### What the exercise asks:
Give the entries back exactly as they stand, but without pictures.

── The records

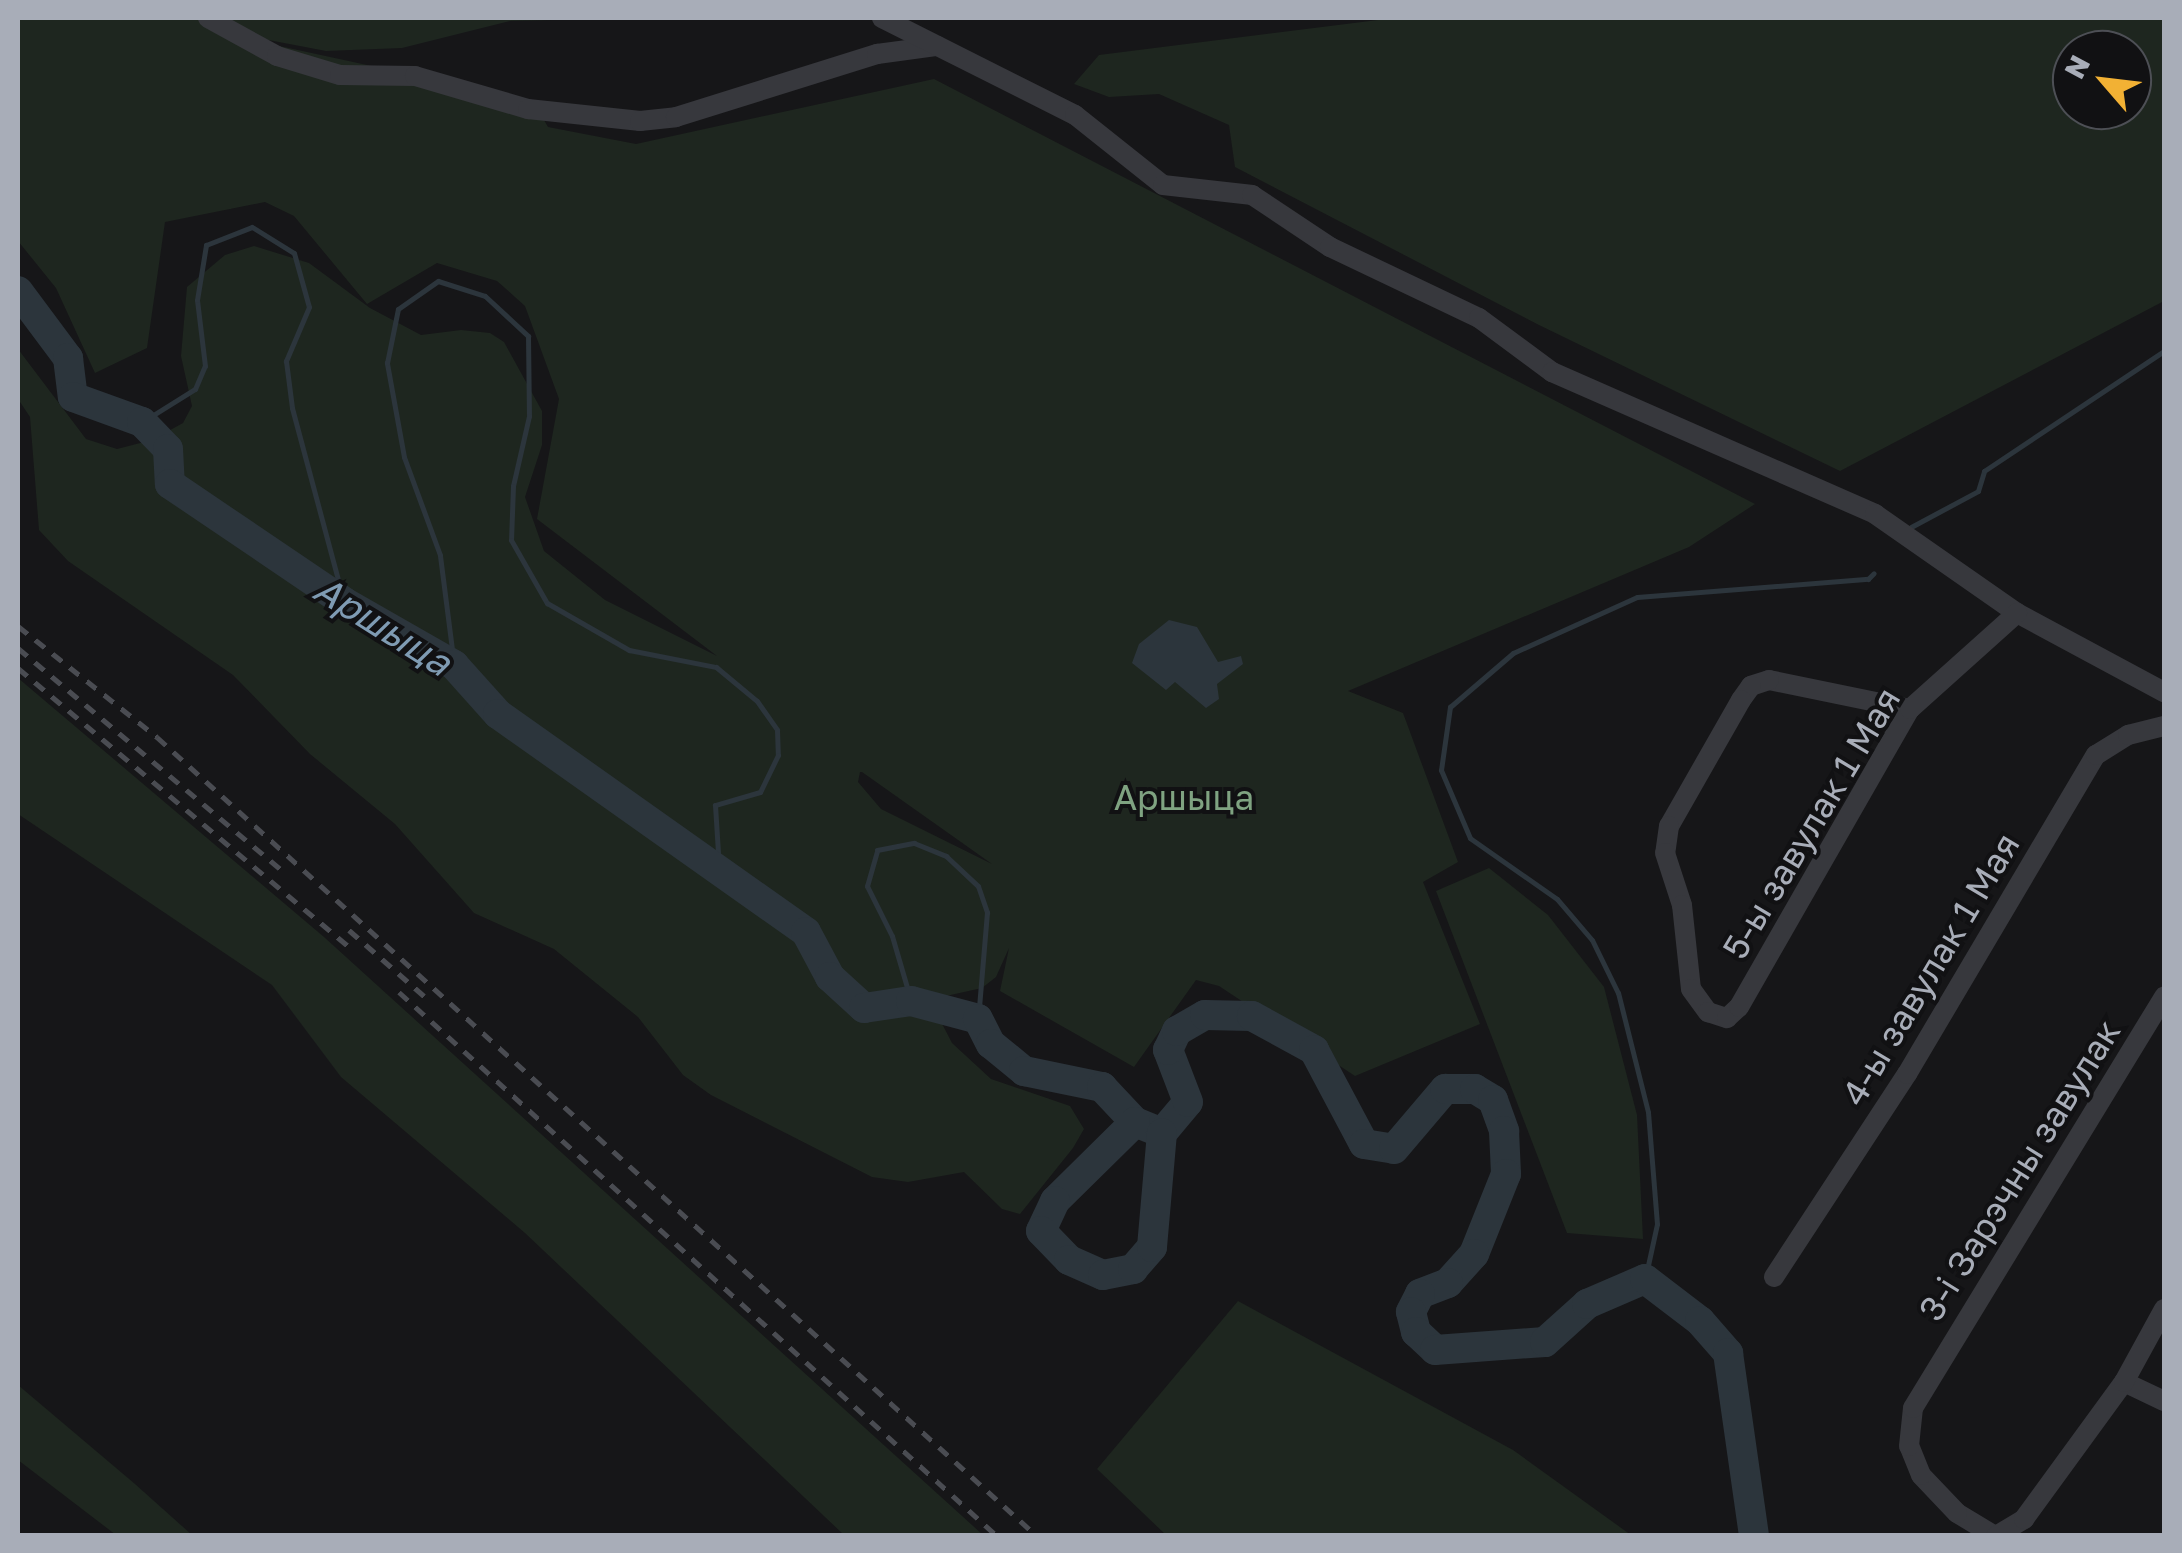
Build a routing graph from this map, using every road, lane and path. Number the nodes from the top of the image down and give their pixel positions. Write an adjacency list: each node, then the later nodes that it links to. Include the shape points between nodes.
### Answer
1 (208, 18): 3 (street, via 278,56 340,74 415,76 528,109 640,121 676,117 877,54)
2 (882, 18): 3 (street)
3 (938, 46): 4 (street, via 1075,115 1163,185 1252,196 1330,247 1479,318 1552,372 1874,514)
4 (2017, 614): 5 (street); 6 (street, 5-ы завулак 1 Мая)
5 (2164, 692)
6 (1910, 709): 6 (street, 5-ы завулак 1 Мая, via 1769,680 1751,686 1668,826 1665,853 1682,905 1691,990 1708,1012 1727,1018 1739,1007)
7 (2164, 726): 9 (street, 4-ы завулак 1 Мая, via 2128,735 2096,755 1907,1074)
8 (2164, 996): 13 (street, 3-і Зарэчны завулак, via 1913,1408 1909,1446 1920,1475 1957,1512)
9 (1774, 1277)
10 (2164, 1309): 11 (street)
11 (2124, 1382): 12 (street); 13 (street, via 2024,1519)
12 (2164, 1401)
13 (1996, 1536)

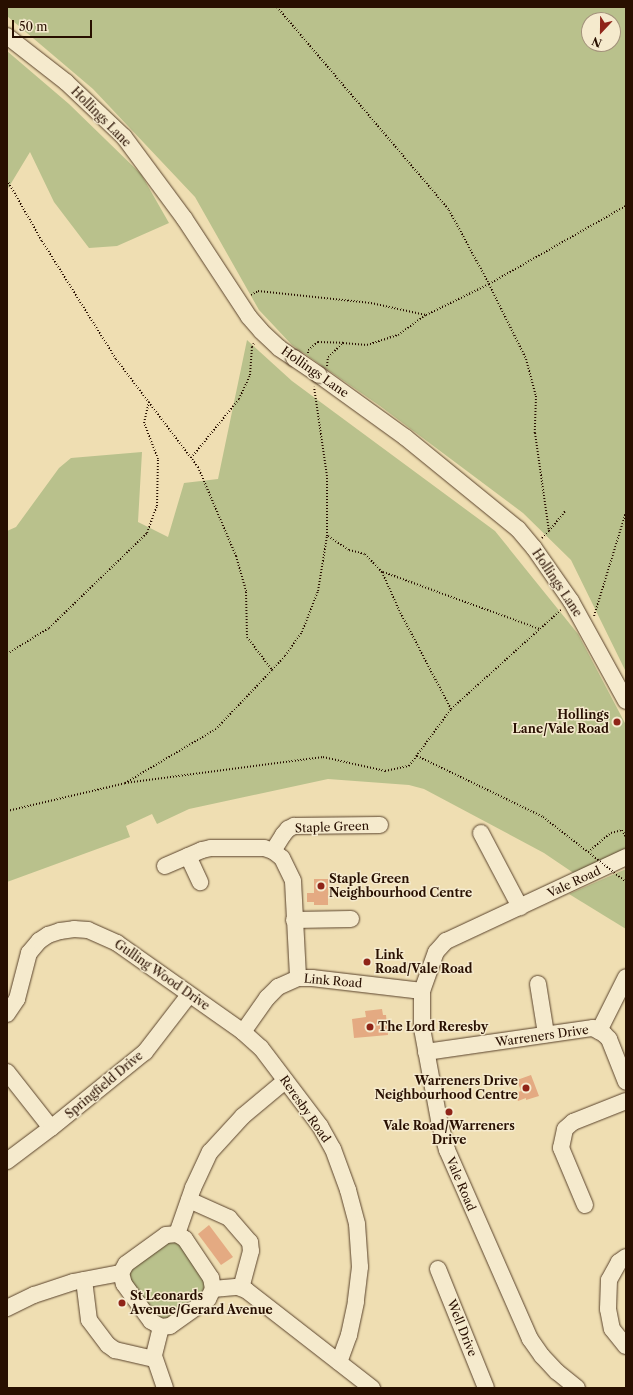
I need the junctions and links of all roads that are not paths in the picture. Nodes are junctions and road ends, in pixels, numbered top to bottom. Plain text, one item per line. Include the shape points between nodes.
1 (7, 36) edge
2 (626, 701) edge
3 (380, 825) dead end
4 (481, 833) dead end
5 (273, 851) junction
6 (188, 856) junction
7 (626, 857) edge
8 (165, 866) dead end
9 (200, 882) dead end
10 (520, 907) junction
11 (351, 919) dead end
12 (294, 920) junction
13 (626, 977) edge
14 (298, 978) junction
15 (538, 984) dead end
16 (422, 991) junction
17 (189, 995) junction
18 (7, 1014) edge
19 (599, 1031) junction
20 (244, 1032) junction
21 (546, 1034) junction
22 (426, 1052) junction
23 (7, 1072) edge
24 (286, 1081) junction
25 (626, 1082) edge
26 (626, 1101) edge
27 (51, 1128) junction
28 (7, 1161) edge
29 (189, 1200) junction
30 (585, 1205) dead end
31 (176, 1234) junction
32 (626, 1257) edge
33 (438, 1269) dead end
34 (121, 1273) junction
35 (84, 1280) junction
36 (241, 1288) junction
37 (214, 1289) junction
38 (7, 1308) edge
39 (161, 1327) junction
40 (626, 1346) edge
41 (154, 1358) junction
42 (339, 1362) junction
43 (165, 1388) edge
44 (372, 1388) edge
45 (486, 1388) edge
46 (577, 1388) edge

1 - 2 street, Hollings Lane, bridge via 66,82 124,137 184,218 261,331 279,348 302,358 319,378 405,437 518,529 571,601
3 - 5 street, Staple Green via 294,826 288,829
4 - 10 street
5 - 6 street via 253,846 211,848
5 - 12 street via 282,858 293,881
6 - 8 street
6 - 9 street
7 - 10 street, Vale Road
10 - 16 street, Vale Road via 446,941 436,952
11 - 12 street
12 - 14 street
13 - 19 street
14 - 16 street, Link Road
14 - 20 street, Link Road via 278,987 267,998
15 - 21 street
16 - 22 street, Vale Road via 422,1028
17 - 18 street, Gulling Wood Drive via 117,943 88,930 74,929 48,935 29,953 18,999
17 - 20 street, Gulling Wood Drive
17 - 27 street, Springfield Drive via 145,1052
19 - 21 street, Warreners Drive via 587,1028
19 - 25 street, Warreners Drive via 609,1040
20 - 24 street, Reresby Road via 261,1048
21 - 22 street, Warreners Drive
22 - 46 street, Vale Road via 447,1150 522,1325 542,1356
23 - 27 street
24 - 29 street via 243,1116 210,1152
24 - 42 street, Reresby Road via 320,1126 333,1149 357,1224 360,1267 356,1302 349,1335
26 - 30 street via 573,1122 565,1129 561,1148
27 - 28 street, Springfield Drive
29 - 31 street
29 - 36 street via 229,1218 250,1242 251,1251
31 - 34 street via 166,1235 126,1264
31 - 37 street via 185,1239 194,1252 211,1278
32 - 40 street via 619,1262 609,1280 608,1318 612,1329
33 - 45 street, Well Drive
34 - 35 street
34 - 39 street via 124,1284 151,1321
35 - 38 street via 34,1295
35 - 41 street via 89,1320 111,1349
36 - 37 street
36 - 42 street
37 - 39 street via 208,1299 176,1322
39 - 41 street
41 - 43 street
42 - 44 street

────

### Your solution:
Build a routing graph from this map, using every road, lane and path. Number the nodes from the top of the image down and give their pixel positions. Write an adjacency list: each node, then the later nodes that it links to. Include the shape points between nodes.
### Answer
1 (208, 18): 3 (street, via 278,56 340,74 415,76 528,109 640,121 676,117 877,54)
2 (882, 18): 3 (street)
3 (938, 46): 4 (street, via 1075,115 1163,185 1252,196 1330,247 1479,318 1552,372 1874,514)
4 (2017, 614): 5 (street); 6 (street, 5-ы завулак 1 Мая)
5 (2164, 692)
6 (1910, 709): 6 (street, 5-ы завулак 1 Мая, via 1769,680 1751,686 1668,826 1665,853 1682,905 1691,990 1708,1012 1727,1018 1739,1007)
7 (2164, 726): 9 (street, 4-ы завулак 1 Мая, via 2128,735 2096,755 1907,1074)
8 (2164, 996): 13 (street, 3-і Зарэчны завулак, via 1913,1408 1909,1446 1920,1475 1957,1512)
9 (1774, 1277)
10 (2164, 1309): 11 (street)
11 (2124, 1382): 12 (street); 13 (street, via 2024,1519)
12 (2164, 1401)
13 (1996, 1536)

I need the junctions and links of all roads that are not paths in the picture. Nodes are junctions and road ends, in pixels, numbered top to bottom. Plain text, one item per line. Include the shape points between nodes.
1 (7, 36) edge
2 (626, 701) edge
3 (380, 825) dead end
4 (481, 833) dead end
5 (273, 851) junction
6 (188, 856) junction
7 (626, 857) edge
8 (165, 866) dead end
9 (200, 882) dead end
10 (520, 907) junction
11 (351, 919) dead end
12 (294, 920) junction
13 (626, 977) edge
14 (298, 978) junction
15 (538, 984) dead end
16 (422, 991) junction
17 (189, 995) junction
18 (7, 1014) edge
19 (599, 1031) junction
20 (244, 1032) junction
21 (546, 1034) junction
22 (426, 1052) junction
23 (7, 1072) edge
24 (286, 1081) junction
25 (626, 1082) edge
26 (626, 1101) edge
27 (51, 1128) junction
28 (7, 1161) edge
29 (189, 1200) junction
30 (585, 1205) dead end
31 (176, 1234) junction
32 (626, 1257) edge
33 (438, 1269) dead end
34 (121, 1273) junction
35 (84, 1280) junction
36 (241, 1288) junction
37 (214, 1289) junction
38 (7, 1308) edge
39 (161, 1327) junction
40 (626, 1346) edge
41 (154, 1358) junction
42 (339, 1362) junction
43 (165, 1388) edge
44 (372, 1388) edge
45 (486, 1388) edge
46 (577, 1388) edge

1 - 2 street, Hollings Lane, bridge via 66,82 124,137 184,218 261,331 279,348 302,358 319,378 405,437 518,529 571,601
3 - 5 street, Staple Green via 294,826 288,829
4 - 10 street
5 - 6 street via 253,846 211,848
5 - 12 street via 282,858 293,881
6 - 8 street
6 - 9 street
7 - 10 street, Vale Road
10 - 16 street, Vale Road via 446,941 436,952
11 - 12 street
12 - 14 street
13 - 19 street
14 - 16 street, Link Road
14 - 20 street, Link Road via 278,987 267,998
15 - 21 street
16 - 22 street, Vale Road via 422,1028
17 - 18 street, Gulling Wood Drive via 117,943 88,930 74,929 48,935 29,953 18,999
17 - 20 street, Gulling Wood Drive
17 - 27 street, Springfield Drive via 145,1052
19 - 21 street, Warreners Drive via 587,1028
19 - 25 street, Warreners Drive via 609,1040
20 - 24 street, Reresby Road via 261,1048
21 - 22 street, Warreners Drive
22 - 46 street, Vale Road via 447,1150 522,1325 542,1356
23 - 27 street
24 - 29 street via 243,1116 210,1152
24 - 42 street, Reresby Road via 320,1126 333,1149 357,1224 360,1267 356,1302 349,1335
26 - 30 street via 573,1122 565,1129 561,1148
27 - 28 street, Springfield Drive
29 - 31 street
29 - 36 street via 229,1218 250,1242 251,1251
31 - 34 street via 166,1235 126,1264
31 - 37 street via 185,1239 194,1252 211,1278
32 - 40 street via 619,1262 609,1280 608,1318 612,1329
33 - 45 street, Well Drive
34 - 35 street
34 - 39 street via 124,1284 151,1321
35 - 38 street via 34,1295
35 - 41 street via 89,1320 111,1349
36 - 37 street
36 - 42 street
37 - 39 street via 208,1299 176,1322
39 - 41 street
41 - 43 street
42 - 44 street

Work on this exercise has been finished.